Throughout the film, the cinematography made extensive use of shadows and close up shots to emphasise the moods of the characters. Jump cuts were frequently used as well. Overall, 8,230 metres of film negative was used to make the film, and the team incurred a cost of ₹ 20,000 (Note: The average exchange rate in 1978 was 10.4315 Indian rupees (₹) per 1 US dollar (US$).) for exterior shooting equipment. The scenes where Arun interviewed women for his documentary were real scenes, improvised with women they would meet at colleges and bus stops, and shot using the live-recording method. The film uses a sharp contrast of black and white colours to lend a surreal atmosphere to it, and none of the actors used make-up.

Filming proceeded smoothly as almost all of the dialogues were ready by the time team went for filming the scenes. The camera angles were pre-planned as well. Haasan shot the film in his spare time, as he was involved in over 20 other films as an actor during the production of Aval Appadithan. Before a shot, Haasan discussed the scene with Ananthu and Rudhraiya on how Godard would have done it. The film was shot in two-hour sessions over a period of four-five months. The opening scene where Haasan looks into the camera and says "Konjam left-la ukaarunga" (Sit a little to the left, please) was meant as a sign to the audience to support gender equality. According to the Tamil newspaper Dinamalar, Aval Appadithan was shot in 20 days.

== Themes and influences ==
Aval Appadithan explores a number of themes such as women's liberation, sex and the chauvinistic attitude of males. Its central theme is on women and their plight in society, as exemplified by Manju and her relationships. Born to a timid father and a mother with loose moral values, she is also subsequently affected by two people she becomes romantically involved with. One, her college mate, left her to marry someone else for the sake of a job; and the second is Mano, the son of a Christian priest, who used her to satisfy his lust and then trivialised their relationship by calling her "sister" in front of her parents. These relationships result in her becoming wary of men and developing an aggressive nature towards them. Conversations related to matters like the status of women in contemporary (1978) times and the nature of humankind are frequently seen in the film.

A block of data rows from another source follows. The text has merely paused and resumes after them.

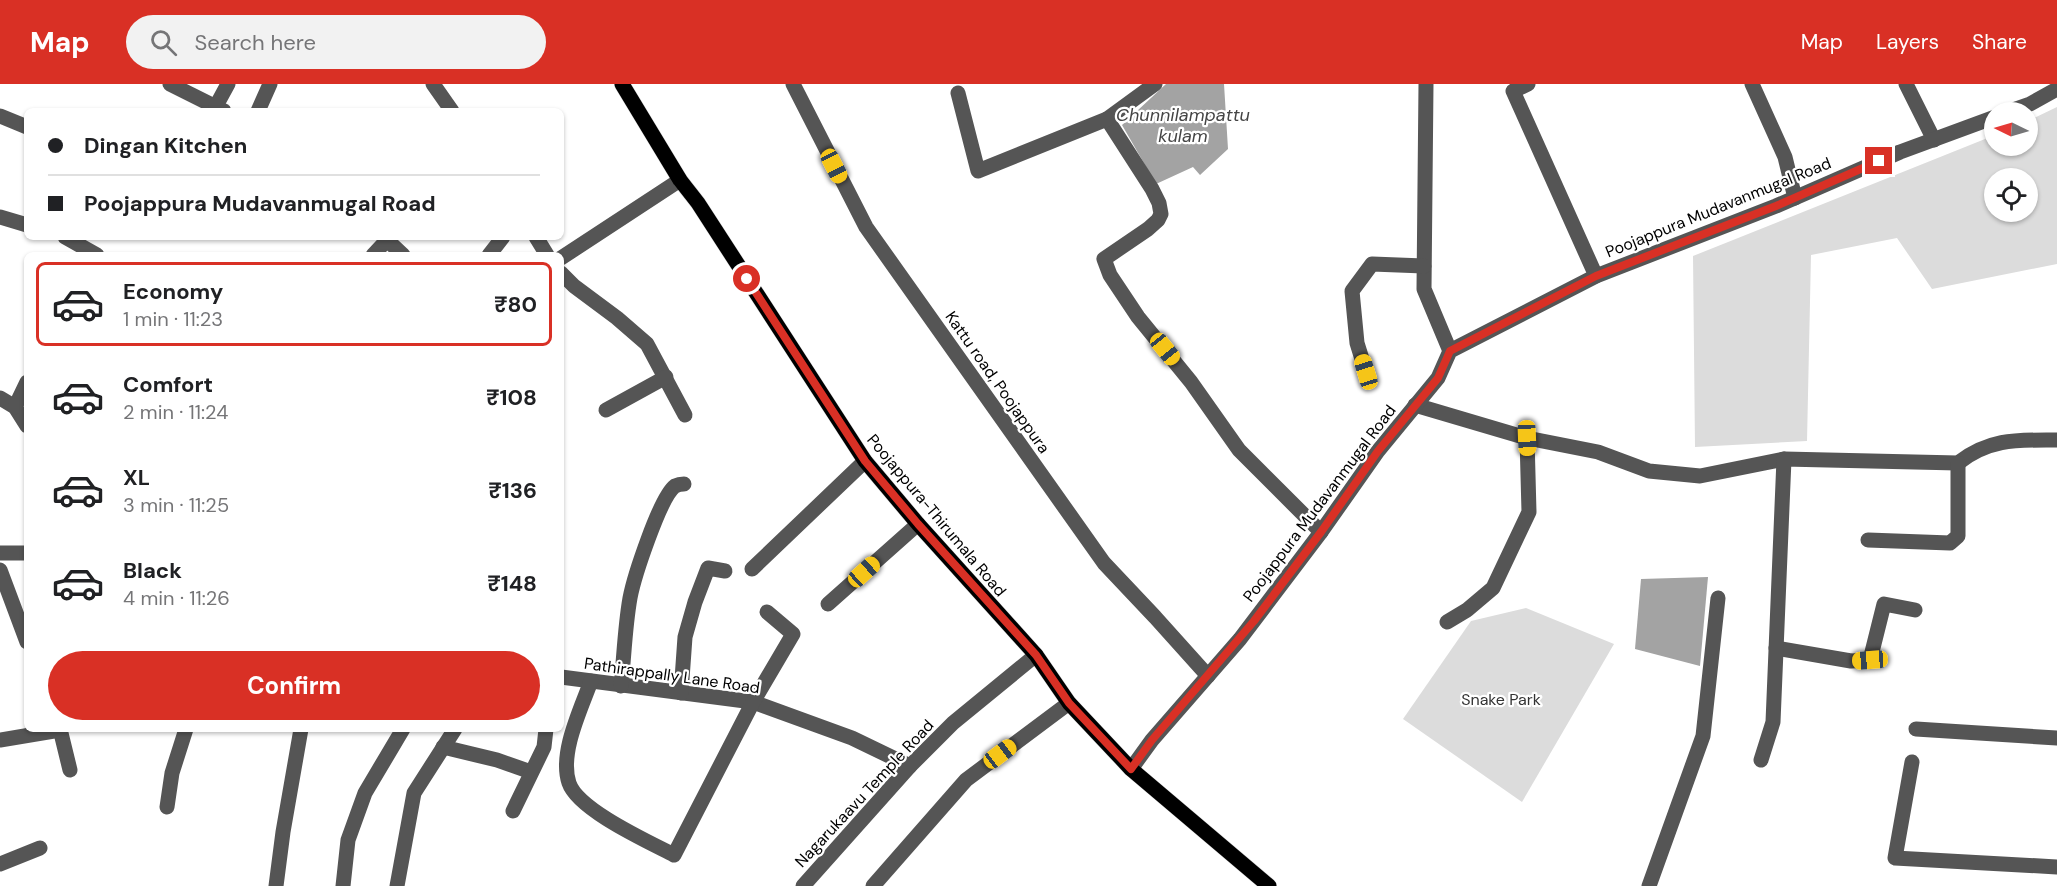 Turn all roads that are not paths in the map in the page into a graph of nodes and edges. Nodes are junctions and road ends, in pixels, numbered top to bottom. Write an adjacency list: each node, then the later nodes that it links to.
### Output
1 (170, 84): 15 (street)
2 (228, 84): 16 (street)
3 (270, 84): 17 (street)
4 (433, 84): 18 (street)
5 (621, 84): 24 (main road, Poojappura-Thirumala Road)
6 (793, 84): 70 (street, Kattu road, Poojappura)
7 (1155, 84): 20 (street)
8 (1426, 84): 35 (street)
9 (1528, 84): 37 (street)
10 (1752, 84): 25 (street)
11 (1906, 84): 23 (street)
12 (2057, 89): 14 (street)
13 (958, 93): 20 (street)
14 (2034, 102)
15 (218, 108)
16 (220, 108)
17 (259, 108)
18 (450, 108)
19 (0, 116): 22 (street)
20 (1107, 119): 55 (street)
21 (1984, 121): 23 (street, Poojappura Mudavanmugal Road)
22 (24, 126)
23 (1934, 140): 25 (street, Poojappura Mudavanmugal Road)
24 (680, 180): 34 (street); 51 (main road, Poojappura-Thirumala Road)
25 (1795, 198): 37 (street, Poojappura Mudavanmugal Road)
26 (0, 217): 27 (street)
27 (24, 224)
28 (70, 240): 31 (street)
29 (386, 240): 32 (street)
30 (501, 240): 33 (street)
31 (91, 252)
32 (400, 252)
33 (491, 252)
34 (564, 256)
35 (1424, 266): 38 (street); 39 (street)
36 (564, 276): 40 (street)
37 (1596, 276): 38 (street, Poojappura Mudavanmugal Road)
38 (1450, 351): 43 (street, Poojappura Mudavanmugal Road)
39 (1366, 372)
40 (666, 377): 45 (street); 46 (street)
41 (24, 388): 44 (street)
42 (0, 398): 44 (street)
43 (1415, 405): 48 (street); 55 (street, Poojappura Mudavanmugal Road)
44 (15, 407): 47 (street)
45 (606, 410)
46 (685, 416)
47 (24, 421)
48 (1527, 438): 50 (street); 66 (street)
49 (2057, 440): 52 (street)
50 (1784, 459): 52 (street); 68 (street)
51 (865, 461): 54 (main road, Poojappura-Thirumala Road); 59 (street)
52 (1958, 463): 56 (street)
53 (684, 484): 73 (street)
54 (918, 524): 63 (street); 69 (main road, Poojappura-Thirumala Road)
55 (1321, 532): 70 (street, Poojappura Mudavanmugal Road)
56 (1868, 540)
57 (0, 553): 58 (street)
58 (24, 553)
59 (752, 569)
60 (0, 570): 67 (street)
61 (725, 571): 74 (street)
62 (1718, 598): 105 (street)
63 (828, 604)
64 (1915, 610): 68 (street)
65 (766, 612): 75 (street)
66 (1447, 622)
67 (24, 634)
68 (1776, 648): 88 (street)
69 (1036, 655): 76 (main road, Poojappura-Thirumala Road); 90 (street, Nagarukaavu Temple Road)
70 (1208, 676): 91 (street, Poojappura Mudavanmugal Road)
71 (564, 677): 72 (street, Pathirappally Lane Road)
72 (591, 681): 73 (street, Pathirappally Lane Road); 75 (street)
73 (621, 686): 74 (street, Pathirappally Lane Road)
74 (681, 693): 75 (street, Pathirappally Lane Road)
75 (753, 702): 90 (street, Pathirappally Lane Road)
76 (1069, 703): 91 (main road, Poojappura-Thirumala Road); 103 (street)
77 (1916, 729): 85 (street)
78 (48, 732): 86 (street)
79 (60, 732): 92 (street)
80 (185, 732): 94 (street)
81 (300, 732): 99 (street)
82 (401, 732): 100 (street)
83 (453, 732): 87 (street)
84 (546, 732): 93 (street)
85 (2057, 738)
86 (0, 740)
87 (443, 747): 93 (street); 101 (street)
88 (1761, 760)
89 (1912, 762): 98 (street)
90 (910, 766): 102 (street, Nagarukaavu Temple Road)
91 (1131, 769): 104 (main road, Poojappura-Thirumala Road)
92 (70, 770)
93 (531, 772): 95 (street)
94 (167, 807)
95 (513, 811)
96 (40, 848): 97 (street)
97 (0, 864)
98 (2057, 867)
99 (276, 886)
100 (342, 886)
101 (397, 886)
102 (803, 886)
103 (873, 886)
104 (1269, 886)
105 (1648, 886)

Feminist writer C. S. Lakshmi wrote in her essay "A Good Woman, A Very Good Woman", that Manju's characterisation was "brought out entirely verbally by her". Lakshmi believes the film to be constantly resorting to "existing myths about women and relationships: that a wayward mother destroys her children; that a woman who speaks the 'truth' is always alone; that men are scared of her; that the woman who is different is confused, not sure of herself and is only seeking love from a man but does not know it herself." She further asserts that the film's only positive aspect is "it does not expose the body of women in the way it is customary" and that Manju could have avoided her unfortunate set of circumstances "if only she had a 'proper' mother".

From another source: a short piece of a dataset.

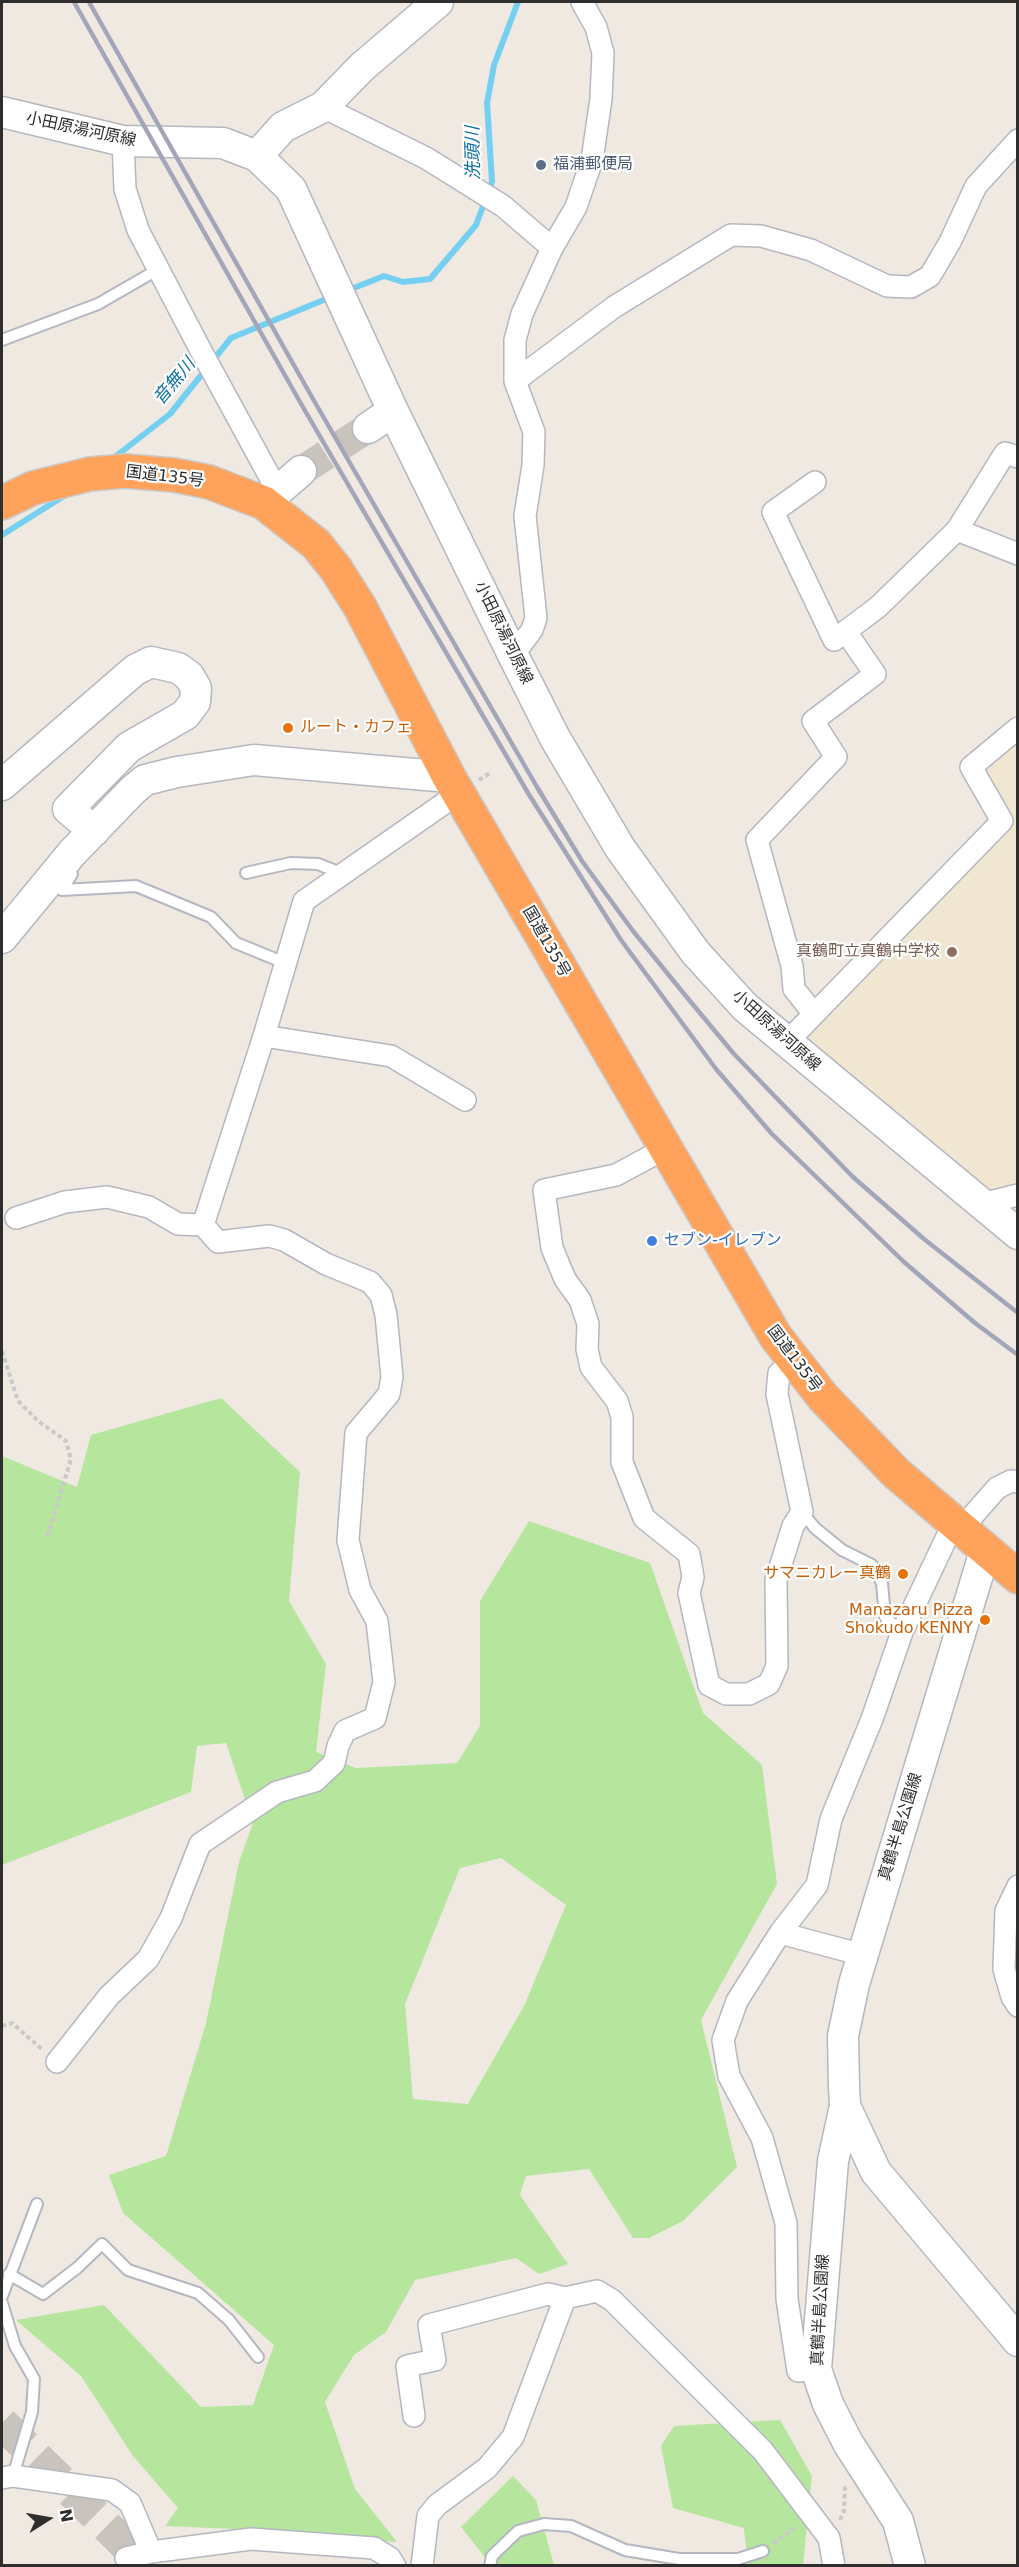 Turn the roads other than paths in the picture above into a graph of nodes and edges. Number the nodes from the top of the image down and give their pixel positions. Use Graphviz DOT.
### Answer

Artist Jeeva compared Aval Appadithan to other films whose central theme was women, such as Charulata (1964), Aval Oru Thodar Kathai (1974), and Panchagni (1986), while also labelling them as "classics that put the spotlight on women." Ashish Rajadhyaksha and Paul Willemen, in their book Encyclopedia of Indian Cinema, say the film was also inspired by the 1972 film, Dhakam. They also note that Aval Appadithan uses a "fluid narrative style" and music to mix flashbacks with vox-pop and "glossy pictorialism". The film is an exception on stereotypes of women, as shown by paralleling an independent woman, Manju, and a pious traditional woman: Manju gets into problems while Arun's wife is happy. The last lines of the film where Manju asks "what do you think of 'women's liberation'", Arun's wife answers, "I don't know", to which Manju says "that is why you are happy", send the message that one will inevitably get into trouble if one exhibits assertive behaviour.

Kamal Haasan's character, Arun, is an early version of a metrosexual male — sensitive and sincere. Rajinikanth's character, Thyagu, is the exact opposite of Arun — money-minded, arrogant, and a womaniser. This is evident when Thyagu says to Arun: "Women should be enjoyed, not analysed." According to Rajinikanth, Thyagu was very much similar to him in real life — he too smokes and drinks. According to film critic Naman Ramachandran, Thyagu was, by far, Rajinikanth's most entertaining character up to that point in his career; his character was a self-confessed chauvinist who believed that men and women can never be equal, and that women are merely objects to be used for men's pleasure. When Arun calls Thyagu "a prejudiced ass", Thyagu responds by saying, "I am a male ass," with the dialogue being in English. His opinion of Sripriya's character, Manju, is seen when he says (also in English), "She is a self pitying sex-starved bitch!"

== Music ==

Aval Appadithans soundtrack and score were composed by Ilaiyaraaja. The album featured three songs: "Uravugal Thodarkathai", "Panneer Pushpangale" and "Vaazhkai Odam"; the lyrics were written by Gangai Amaran and Kannadasan and the vocals for the songs were performed by K. J. Yesudas, Haasan and S. Janaki, respectively. The soundtrack was released under the label of EMI Records.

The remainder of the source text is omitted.